L’opera trasversale o, meglio,
trans-gender allestita al Museo Marini,
Manifesto, racchiude un mondo complesso,
provocatorio e sempre d’avanguardia. Un fiume in piena che racconta episodi di
vita, di viaggi e di infinite conoscenze. Si perde in mille rivoli, poi
riallaccia la trama, ed ecco la storia. Un racconto attraverso le avanguardie
del Novecento.
Fuochi d’artificio che fino a metà
marzo ravviveranno Firenze con le moltepilici
esplosioni artistiche di
Sylvano Bussotti (Firenze, 1931). Grafica e
cinematografia, sceneggiatura e partiture musicali dagli anni ’40 a oggi. Un
artista a tutto tondo che non si è e non ci ha fatto mancare nulla, che sulla
musica ha edificato una torre in cui le arti si accavallano, si uniscono e divengono “opera aperta”, elemendo fondamentale di ricerca.
“
È stato detto che la musica
comincia dove finisce il segno e il gesto, ma è anche vero il segno e il gesto
cominciano dove finisce la musica. La storia dei linguaggi è un continuo moto
circolare”
(Daniele Lombardi)
. Così, sullo spartito
interagiscono disegni, macchie d’acquerello, frasi come tracce di un cammino
intimo da costruire insieme al visitatore.
Le tre opere
Arcangelo Gabriele,
Arcangelo Raffaele e
Arcangelo Michele del 2008
e
Manifesto giocano su delicate tinte, che
comunque infrangono gli schemi del pentagramma, nelle chiazze gonfie d’acqua e
colore come nei numerosi input frasali. Questi appaiono improvvisi dentro lo
spartito, lo destabilizzano. E poi “
tutto acerbo fermissimo e puro si ricrea”.
La
Torre di Babele delle Arti si eleva a linguaggio comune e
interscambiabile. Metafora laica e ironica. Le arti divengono un tutt’uno, pur
mantenendo la propria specificità identitaria. Bussotti
rappresenta l’asse portante
centripeto di incontro e fusione, esercita questo ruolo con maestria, fonde i
linguaggi, se ne appropria e li riporta poi nel loro alveo naturale con
esperienza cultuale.
La mostra, a cura di Luca Scarlini,
propone una vasta selezione dell’opera grafica dell’artista, in gran parte
inedita. Nelle sale del museo le voci delle composizioni fanno da introduzione.

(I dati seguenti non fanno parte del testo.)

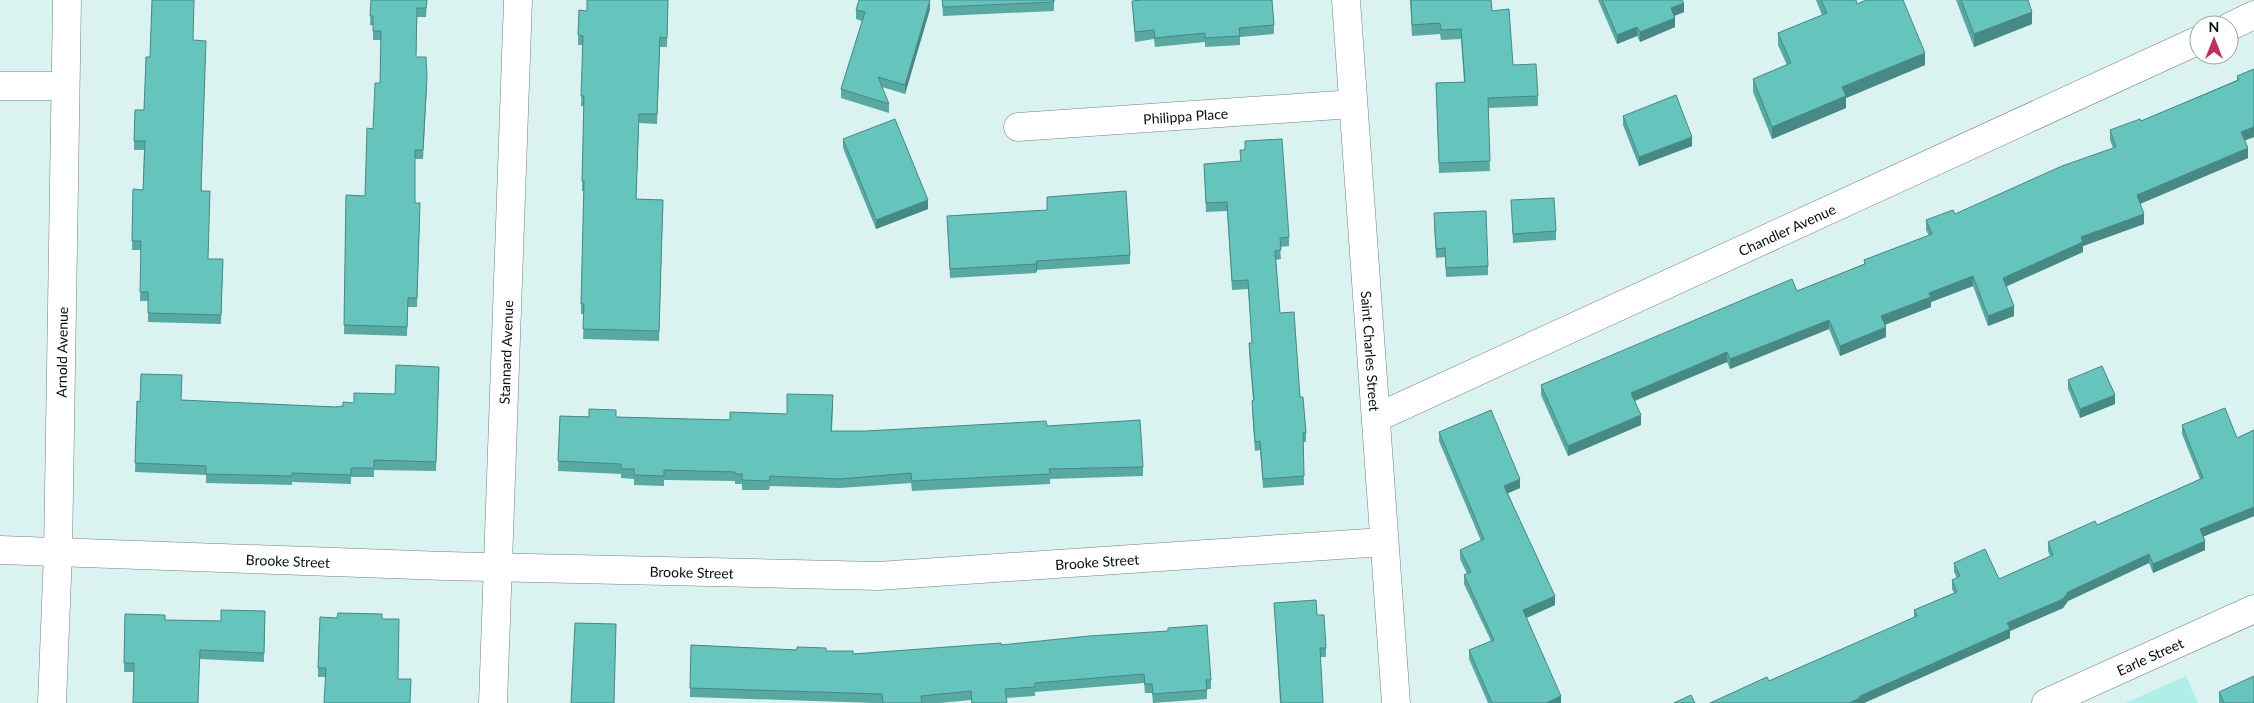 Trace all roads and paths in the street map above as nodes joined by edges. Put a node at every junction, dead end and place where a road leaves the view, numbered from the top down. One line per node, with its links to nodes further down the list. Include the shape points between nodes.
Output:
1 (67, 0): 8 (street, Arnold Avenue)
2 (518, 0): 15 (street, Stannard Avenue)
3 (1346, 0): 9 (street, Saint Charles Street)
4 (2254, 15): 5 (street)
5 (2239, 22)
6 (2189, 45): 11 (street, Chandler Avenue)
7 (0, 86): 8 (street)
8 (64, 86): 14 (street, Arnold Avenue)
9 (1353, 104): 10 (street, Philippa Place); 11 (street, Saint Charles Street)
10 (1018, 127)
11 (1376, 418): 12 (street, Saint Charles Street)
12 (1383, 542): 15 (street, Brooke Street, via 878,576); 19 (street, Saint Charles Street)
13 (0, 550): 14 (street, Brooke Street)
14 (58, 553): 15 (street, Brooke Street); 17 (street, Arnold Avenue)
15 (497, 567): 18 (street, Stannard Avenue)
16 (2254, 609): 20 (street, Earle Street)
17 (52, 703)
18 (493, 703)
19 (1396, 703)
20 (2046, 703)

Mentre la formazione Raro Coro esegue in prima assoluta l’opera
Manifesto (2009), che è partitura musicale e
logo della rassegna, mente e corpo riscoprono il valore esperienziale di tutti
i sensi. Nella cripta il percorso sonoro si snoda attraverso una selezione di
liriche dell’autore tratte dalle raccolte
Letterati ignoranti (1986) e
Non fare il minimo
rumore (1997)
.Lo stesso Bussotti partecipa
insieme al curatore alla performance d’inaugurazione. Il ticchettio di dadi
bianchi sul nero pianoforte scandisce il tempo: l’artista recita pagine
poetiche di
John Cage a cui risponde in inglese cantilenante e altrettanto armonioso il
curatore-attore.
Ma questo è solo l’inizio. Tutto
il resto è una vera cascata di eventi. A Cango – Cantieri Goldonetta fano eco
parole sussurrate, grappoli di note che nascono dalle corde di chitarra, luci
riflesse e gestualità per la regia e la coreografia di
Virgilio Sieni, sulle musiche di Bussotti. Poi
conferenze-spettacolo e, al Teatro della Pergola,
Rara film, archivio vivente delle
avanguardie della fine degli anni ’60.
Il film, da poco restaurato, è un
vero e proprio esempio di opera underground ed è per la prima volta nella
versione con coro. Terminerà così la rassegna dedicata a un grande artista; ma
per Sylvano Bussotti sarà ancora una volta
“
un nuovo passaggio obbligato,
non la meta”
.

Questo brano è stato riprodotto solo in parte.